© Wuhan University 2025

0 Introduction

In 1897, Minkowski posed the Minkowski problem^[1]. Minkowski^[1-2] resolved its discrete 3D case. For arbitrary measures, Aleksandrov^[3], Fenchel and Jessen^[4] established complete solutions via variational methods, requiring the convex body's centroid to lie at the origin.

Lutwak^[5] established the $L_p$-Brunn-Minkowski theory, formulating the $L_p$ Minkowski problem^[6-9]. Further generalization emerges through Orlicz-Brunn-Minkowski theory^[10-14], extending the $L_p$ framework^[15].

Recent studies have extended Minkowski problems to Gaussian spaces. Huang et al^[16] introduced the Gaussian surface area measure $S_{{\gamma }_n,K}$, establishing the Gaussian-Minkowski problem with existence and uniqueness in classical cases. Feng et al^[17] proposed $L_p$ Gaussian surface area measures and corresponding Minkowski problems, proving existence in normalized settings.

Let ${\mathbb{R}}^n$ denote the $n$-dimensional Euclidean space.
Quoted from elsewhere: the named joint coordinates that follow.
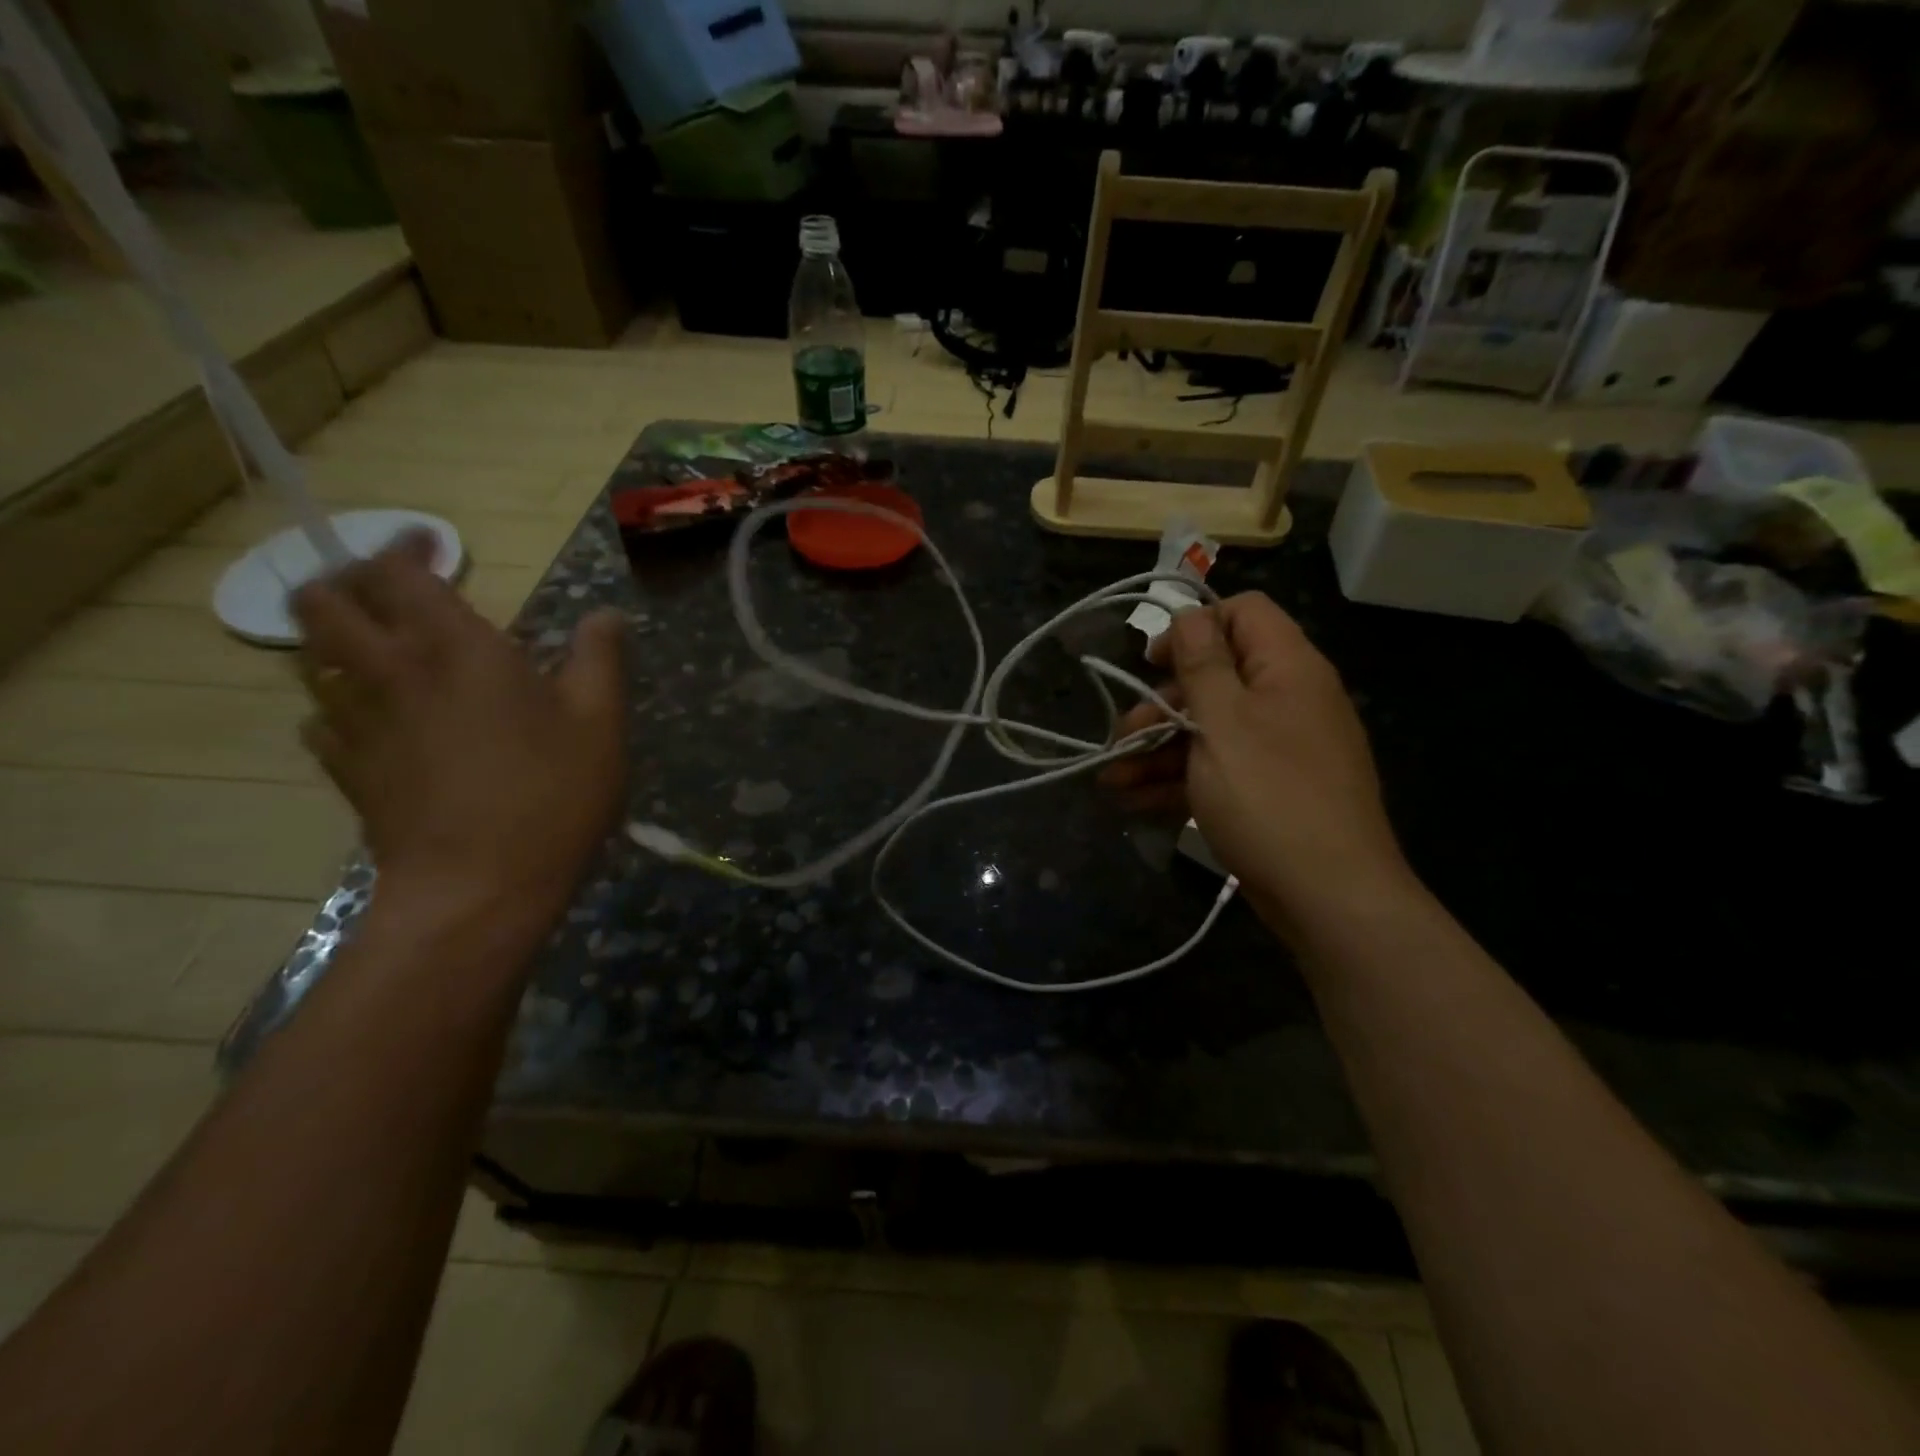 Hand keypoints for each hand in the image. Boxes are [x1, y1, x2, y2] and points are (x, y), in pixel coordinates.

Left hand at [292, 534, 626, 937]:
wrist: (479, 887)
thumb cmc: (551, 794)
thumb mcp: (600, 721)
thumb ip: (600, 658)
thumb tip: (607, 616)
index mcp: (455, 648)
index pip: (398, 572)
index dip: (406, 548)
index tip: (433, 547)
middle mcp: (391, 672)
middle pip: (322, 602)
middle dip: (346, 582)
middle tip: (392, 594)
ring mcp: (358, 724)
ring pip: (311, 659)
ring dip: (338, 641)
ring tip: (384, 652)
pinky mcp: (347, 771)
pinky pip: (321, 720)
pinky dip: (341, 705)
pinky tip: (379, 722)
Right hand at [1101, 593, 1408, 934]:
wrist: (1330, 897)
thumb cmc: (1269, 795)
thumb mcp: (1223, 721)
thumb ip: (1201, 663)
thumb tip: (1189, 614)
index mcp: (1287, 668)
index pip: (1243, 613)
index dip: (1194, 627)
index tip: (1153, 663)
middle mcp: (1287, 700)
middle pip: (1215, 678)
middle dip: (1160, 706)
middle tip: (1120, 737)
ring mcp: (1279, 749)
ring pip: (1208, 730)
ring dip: (1157, 750)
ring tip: (1112, 781)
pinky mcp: (1268, 791)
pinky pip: (1218, 769)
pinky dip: (1178, 781)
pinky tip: (1134, 801)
Let $n$ denote a vector in ${\mathbb{R}}^n$. The $s$-Gaussian probability measure ${\gamma }_n^{ s}$ for $E\subset {\mathbb{R}}^n$ and $s\in (\mathrm{0},\mathrm{\infty })$ is outlined in Ref. [18] as follows:

${\gamma }_n^{ s}(E)=\frac{\mathrm{1}}{C_{s,n}}{\int }_E{\left(\mathrm{1}-\frac{s|\mathit{x}{|}^{\mathrm{2}}}{\mathrm{2}}\right)}_{+}^{\frac{\mathrm{1}}{s}} \mathrm{d}\mathit{x}$(1)

where $C_{s,n}:=\frac{n{\omega }_n}{\mathrm{2}}{\sqrt[]{\frac{\mathrm{2}}{s}}}^n\beta (\frac{\mathrm{1}}{s}+\mathrm{1} , \frac{n}{\mathrm{2}})$, and ${\omega }_n$ is the volume of the unit ball. When $s\to {\mathrm{0}}^{+}$, ${\gamma }_n^{ s}$ is the classical Gaussian probability measure

${\gamma }_n(E)=\frac{\mathrm{1}}{{(\sqrt[]{\mathrm{2}\mathrm{\pi }})}^n}{\int }_E{\mathrm{e}}^{- \frac{ {\left|\mathit{x}\right|}^{\mathrm{2}}}{\mathrm{2}}} \mathrm{d}\mathit{x}$

The generalized Gaussian probability space^[19-20] features the generalized Gaussian density $g_{\alpha ,q}$. Ref. [21] introduced a generalized Gaussian surface area measure. Moreover, Liu et al^[21] proposed the generalized Gaussian-Minkowski problem and established the existence and uniqueness of solutions in the smooth case.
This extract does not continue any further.